[GIVEN ENTRIES Boundary: Start]

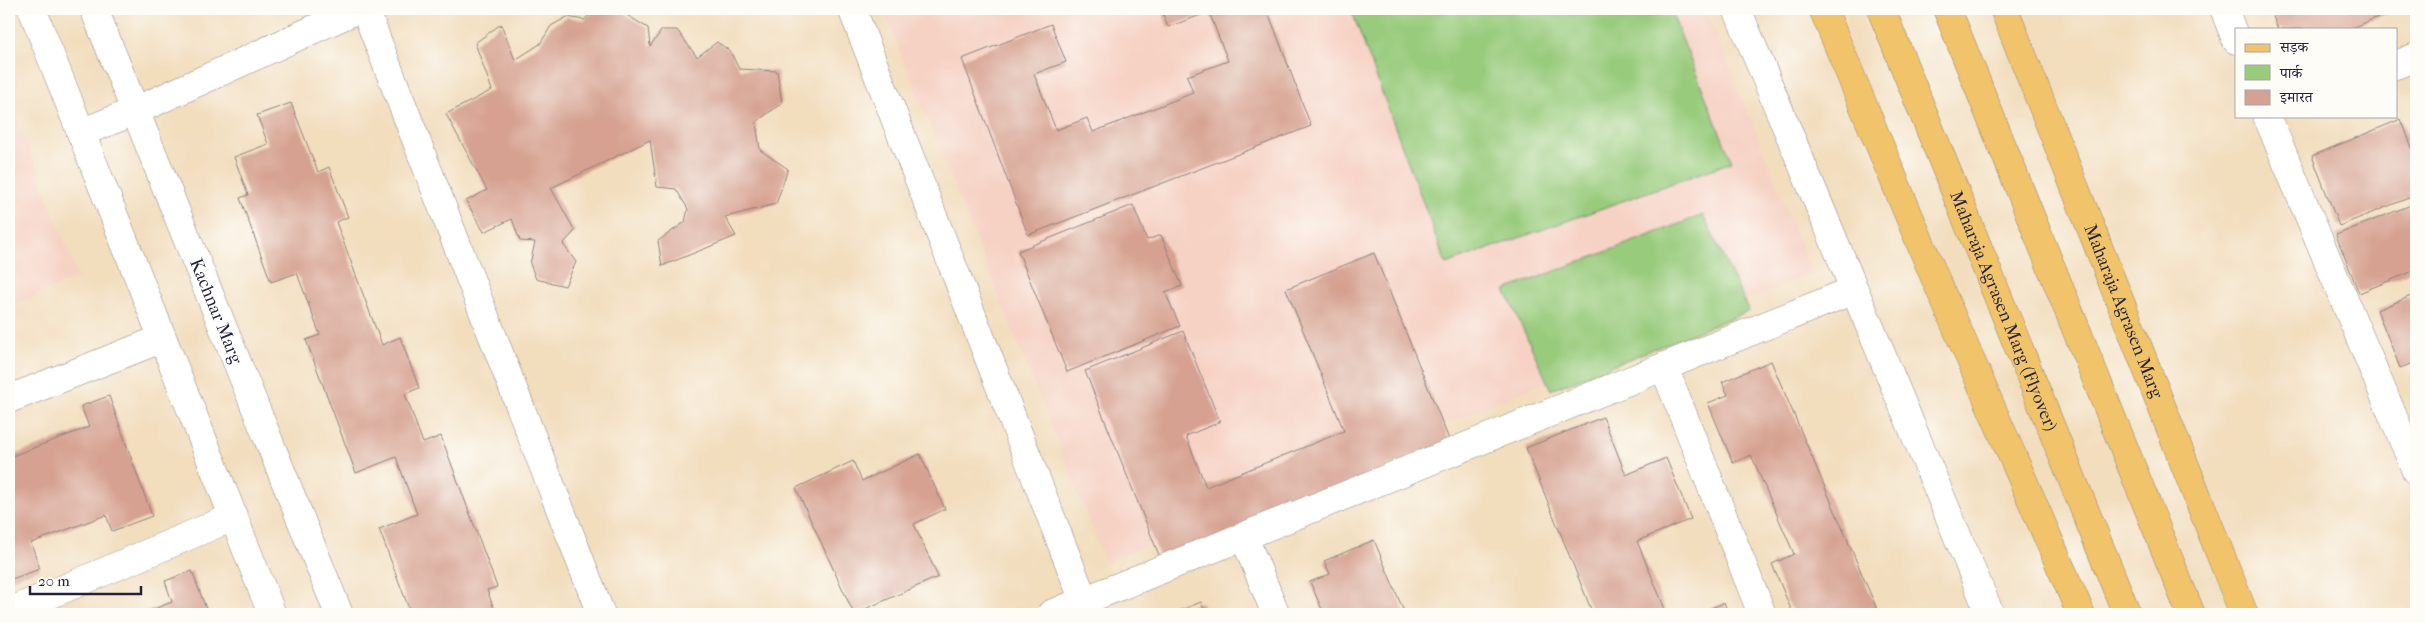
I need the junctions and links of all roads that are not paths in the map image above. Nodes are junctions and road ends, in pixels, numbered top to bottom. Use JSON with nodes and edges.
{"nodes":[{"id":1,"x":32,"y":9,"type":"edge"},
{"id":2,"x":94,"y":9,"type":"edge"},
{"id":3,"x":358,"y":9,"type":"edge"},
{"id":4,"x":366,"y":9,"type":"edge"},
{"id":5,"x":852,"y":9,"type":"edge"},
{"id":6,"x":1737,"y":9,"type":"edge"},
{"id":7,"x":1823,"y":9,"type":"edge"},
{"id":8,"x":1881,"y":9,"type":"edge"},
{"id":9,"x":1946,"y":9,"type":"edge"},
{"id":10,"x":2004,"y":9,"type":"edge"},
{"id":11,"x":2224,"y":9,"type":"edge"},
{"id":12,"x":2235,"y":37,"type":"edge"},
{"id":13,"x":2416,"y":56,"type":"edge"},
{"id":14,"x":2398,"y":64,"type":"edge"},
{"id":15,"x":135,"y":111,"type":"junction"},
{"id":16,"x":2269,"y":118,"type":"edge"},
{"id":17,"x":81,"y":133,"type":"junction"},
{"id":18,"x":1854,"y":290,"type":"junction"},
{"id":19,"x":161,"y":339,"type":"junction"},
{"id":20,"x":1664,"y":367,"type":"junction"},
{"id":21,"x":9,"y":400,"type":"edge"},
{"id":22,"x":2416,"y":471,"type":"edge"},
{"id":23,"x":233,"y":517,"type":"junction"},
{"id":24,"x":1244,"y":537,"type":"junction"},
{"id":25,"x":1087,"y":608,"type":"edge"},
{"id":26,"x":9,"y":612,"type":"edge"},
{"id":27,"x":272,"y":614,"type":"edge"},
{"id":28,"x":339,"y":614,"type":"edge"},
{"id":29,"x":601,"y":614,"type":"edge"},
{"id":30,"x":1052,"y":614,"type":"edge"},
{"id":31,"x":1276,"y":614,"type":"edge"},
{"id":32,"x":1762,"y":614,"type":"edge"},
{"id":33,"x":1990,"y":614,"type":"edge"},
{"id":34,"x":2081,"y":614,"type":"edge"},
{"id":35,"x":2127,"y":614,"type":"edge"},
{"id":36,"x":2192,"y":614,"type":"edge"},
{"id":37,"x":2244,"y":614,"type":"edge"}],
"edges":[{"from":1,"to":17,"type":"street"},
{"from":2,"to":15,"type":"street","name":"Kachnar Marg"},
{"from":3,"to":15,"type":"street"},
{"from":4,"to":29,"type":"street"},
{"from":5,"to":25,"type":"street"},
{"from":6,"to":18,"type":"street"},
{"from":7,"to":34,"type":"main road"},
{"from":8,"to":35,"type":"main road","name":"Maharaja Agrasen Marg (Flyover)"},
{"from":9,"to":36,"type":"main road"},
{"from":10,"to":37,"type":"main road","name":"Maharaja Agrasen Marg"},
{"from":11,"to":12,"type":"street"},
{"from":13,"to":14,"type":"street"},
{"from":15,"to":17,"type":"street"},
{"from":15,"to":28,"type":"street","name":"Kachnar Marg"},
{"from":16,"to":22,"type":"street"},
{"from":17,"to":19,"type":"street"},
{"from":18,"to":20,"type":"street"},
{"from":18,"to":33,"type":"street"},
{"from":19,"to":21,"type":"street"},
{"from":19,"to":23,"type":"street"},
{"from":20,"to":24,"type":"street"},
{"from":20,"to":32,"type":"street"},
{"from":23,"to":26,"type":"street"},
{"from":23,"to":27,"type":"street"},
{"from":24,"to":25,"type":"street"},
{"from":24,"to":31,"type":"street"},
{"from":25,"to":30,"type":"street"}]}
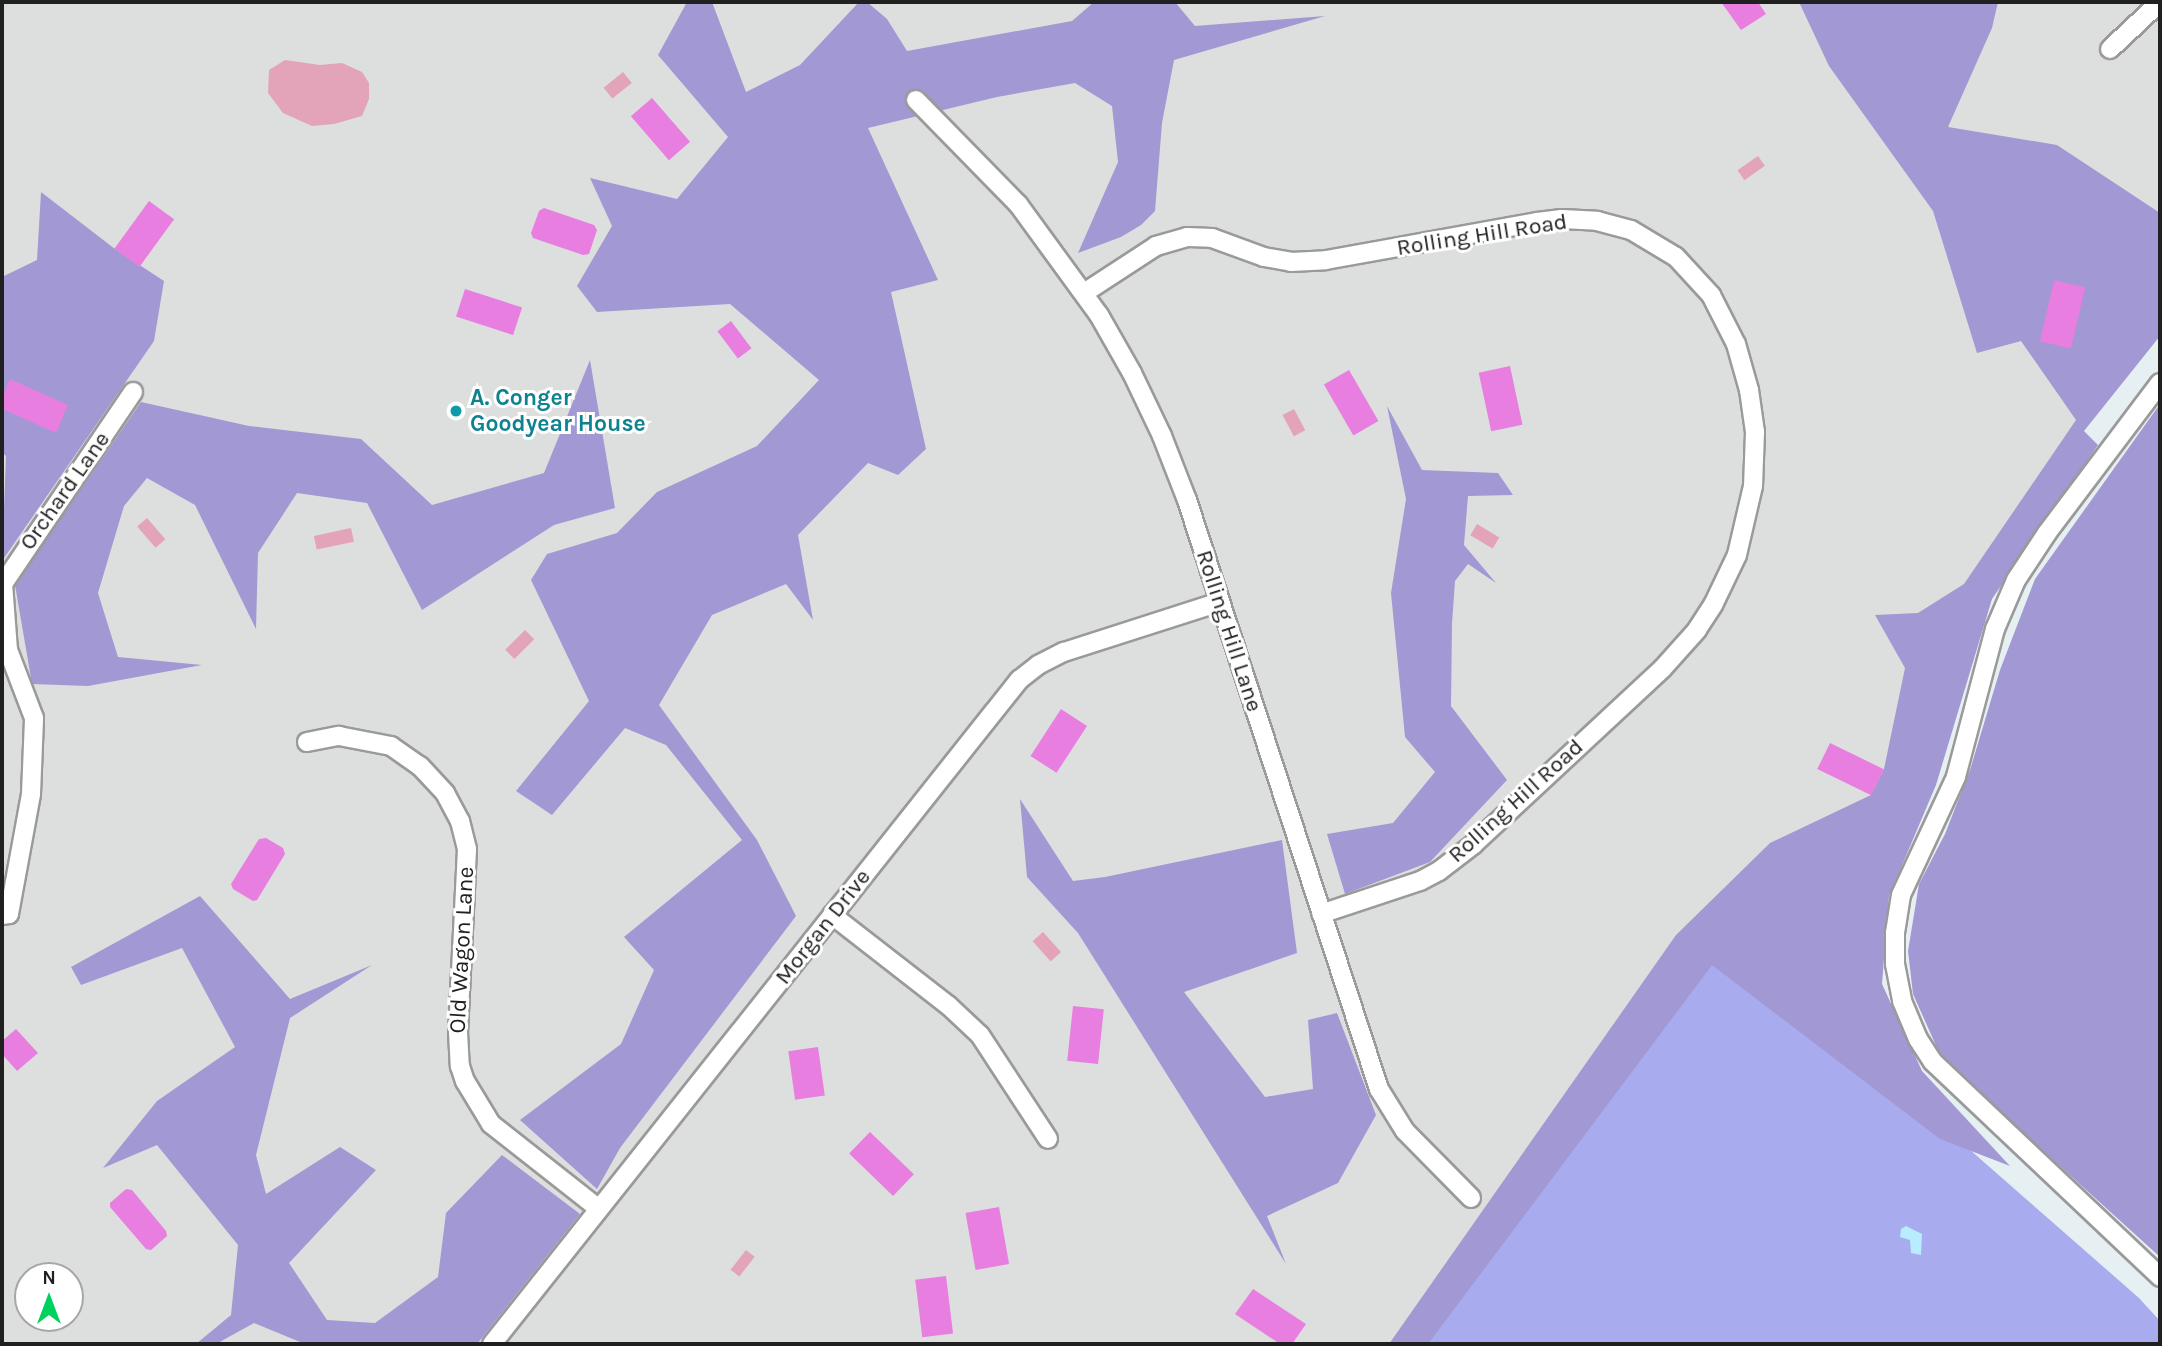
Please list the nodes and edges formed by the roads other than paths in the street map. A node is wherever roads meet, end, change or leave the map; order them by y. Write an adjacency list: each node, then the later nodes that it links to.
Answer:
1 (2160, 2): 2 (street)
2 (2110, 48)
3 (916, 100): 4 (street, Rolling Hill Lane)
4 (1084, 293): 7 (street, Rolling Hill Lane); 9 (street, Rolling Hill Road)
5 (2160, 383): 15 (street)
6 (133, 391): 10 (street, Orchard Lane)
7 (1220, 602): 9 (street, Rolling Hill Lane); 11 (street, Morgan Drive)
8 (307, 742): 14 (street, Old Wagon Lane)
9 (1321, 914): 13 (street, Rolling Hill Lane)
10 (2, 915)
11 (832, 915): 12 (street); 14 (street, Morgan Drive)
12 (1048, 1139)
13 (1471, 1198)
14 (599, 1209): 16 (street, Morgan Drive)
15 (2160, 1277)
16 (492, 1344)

[GIVEN ENTRIES Boundary: End]

PROBLEM:
Return each line of the data where the word "Lane" appears.

RESPONSE AREA:
3 (916, 100): 4 (street, Rolling Hill Lane)
4 (1084, 293): 7 (street, Rolling Hill Lane); 9 (street, Rolling Hill Road)
6 (133, 391): 10 (street, Orchard Lane)
7 (1220, 602): 9 (street, Rolling Hill Lane); 11 (street, Morgan Drive)
8 (307, 742): 14 (street, Old Wagon Lane)
9 (1321, 914): 13 (street, Rolling Hill Lane)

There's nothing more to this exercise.